Professor Abiola Irele passed on earlier this month at the age of 81. Born in 1936, the late critic was one of the finest and most respected African literary scholars.

Graduating from the University of Ibadan in 1960, he got a PhD in French from the University of Paris, Sorbonne. He eventually joined Harvard as a Professor of African and African American Studies and of Romance Languages and Literatures, and later  Ohio State University as Professor of African, French and Comparative Literature. Eventually, he returned to Nigeria to become Provost at the College of Huamnities and Social Sciences, Kwara State University, Ilorin. He has also held teaching positions at the University of Ghana, the University of Ife (now Obafemi Awolowo University), and the University of Ibadan.

Professor Irele helped shape the understanding of Négritude through his essays, the most notable of which are “What is Negritude?” in African Literature: An Anthology of Criticism and Theory, and “Négritude: Literature and ideology” in The African Philosophy Reader. Some of his books include The African Experience in Literature and Ideology (1990), The African Imagination: Literature in Africa and the Black Diaspora (2001), and The Cambridge History of African and Caribbean Literature (2004), which he co-edited with Simon Gikandi.
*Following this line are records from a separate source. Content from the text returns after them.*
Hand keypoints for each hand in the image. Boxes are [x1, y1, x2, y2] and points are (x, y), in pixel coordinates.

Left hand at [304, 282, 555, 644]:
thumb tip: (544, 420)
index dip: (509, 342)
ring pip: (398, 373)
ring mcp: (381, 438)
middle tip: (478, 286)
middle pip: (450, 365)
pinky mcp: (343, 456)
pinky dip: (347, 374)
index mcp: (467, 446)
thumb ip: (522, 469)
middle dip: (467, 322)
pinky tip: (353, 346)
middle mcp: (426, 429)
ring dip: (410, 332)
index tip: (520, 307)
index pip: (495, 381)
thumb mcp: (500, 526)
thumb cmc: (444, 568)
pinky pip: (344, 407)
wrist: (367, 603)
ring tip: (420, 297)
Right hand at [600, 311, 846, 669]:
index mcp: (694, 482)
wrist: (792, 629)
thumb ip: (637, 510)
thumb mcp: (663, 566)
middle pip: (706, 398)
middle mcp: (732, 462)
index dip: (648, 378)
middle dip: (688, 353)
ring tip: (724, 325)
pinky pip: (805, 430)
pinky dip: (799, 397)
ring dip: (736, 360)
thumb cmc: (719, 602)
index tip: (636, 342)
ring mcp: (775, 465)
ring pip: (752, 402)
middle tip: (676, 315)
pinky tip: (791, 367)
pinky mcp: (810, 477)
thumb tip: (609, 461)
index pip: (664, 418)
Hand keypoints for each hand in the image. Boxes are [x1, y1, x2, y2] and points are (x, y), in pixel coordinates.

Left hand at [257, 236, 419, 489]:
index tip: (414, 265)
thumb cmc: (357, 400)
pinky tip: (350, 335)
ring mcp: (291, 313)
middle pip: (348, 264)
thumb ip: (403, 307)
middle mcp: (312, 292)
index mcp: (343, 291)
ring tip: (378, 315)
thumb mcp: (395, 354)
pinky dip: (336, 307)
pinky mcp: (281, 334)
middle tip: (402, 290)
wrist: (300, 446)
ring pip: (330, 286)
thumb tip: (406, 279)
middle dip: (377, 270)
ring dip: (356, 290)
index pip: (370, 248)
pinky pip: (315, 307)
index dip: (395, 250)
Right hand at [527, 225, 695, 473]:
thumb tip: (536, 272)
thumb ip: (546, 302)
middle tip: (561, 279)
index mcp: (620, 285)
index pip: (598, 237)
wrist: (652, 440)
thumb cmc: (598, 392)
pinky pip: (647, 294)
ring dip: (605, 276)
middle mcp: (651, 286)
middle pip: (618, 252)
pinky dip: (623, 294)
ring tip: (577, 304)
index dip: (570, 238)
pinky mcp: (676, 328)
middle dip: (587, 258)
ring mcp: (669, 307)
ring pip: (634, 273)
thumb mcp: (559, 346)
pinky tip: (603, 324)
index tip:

As tribute, Wole Soyinka has written a poem titled “Olohun-Iyo,” published in the Nigerian newspaper, Premium Times.

Read below.

Professor Wole Soyinka.

*

True, numbers diminish, but we are not thereby
Diminished. Memories rack, yet lift
Our spirits off the rack of remembrance. Be it
The echo of a harsh scrape, decades dimmed,
Of a street café chair, rue des Ecoles, puncturing
Peals of laughter, a head thrust sideways,
Quizzical in contestation – these hoarded trivia
Flit in and out of mind, unbidden, contesting
The tyranny of absence.

Earth revolves, nothing is resolved
The hours pass in spurts of sparse fulfillment.
We remain the thoughts we spin, and leave
Lingering over wine vapour, tobacco spirals
Around audacious faces – were we not
The Renaissance generation? Then, Gauloises,
Gitanes vied with filtered cigarillos – it was
That time when smoke-free lives were yet
Unborn. We littered Presence Africaine with stubs
And words of passion, moulders of identity.

Let no one grudge those you leave behind
These keepsakes. Some will speak Negritude,
Others Marxism and aspiring Communes. You were
The cosmopolitan, consummate, straddling proposition isles.
The Muses held you in thrall, deftly you skirted
Dogma traps. A lyric voice, suddenly in full flight
On a Donizetti aria – fittingly we named you
Olohun-iyo – but next breath became a midwife, fixated
On parturition of a new nursery of creativity.

Why this sudden ‘Francis’, I once charged, intrigued.
It swam against the tide of black awakening. Your reply,
A dismissive shrug – The name was stamped on me.
All family history – I merely restored my full identity
.
Some enigma lurked, but his was right of reticence.
I simply canonized St. Francis of the Muses,
For saint indeed he was – of letters – bore the stigmata
Invisibly, the scars of honour, earned in defence
Of hallowed space for unfettered intellect.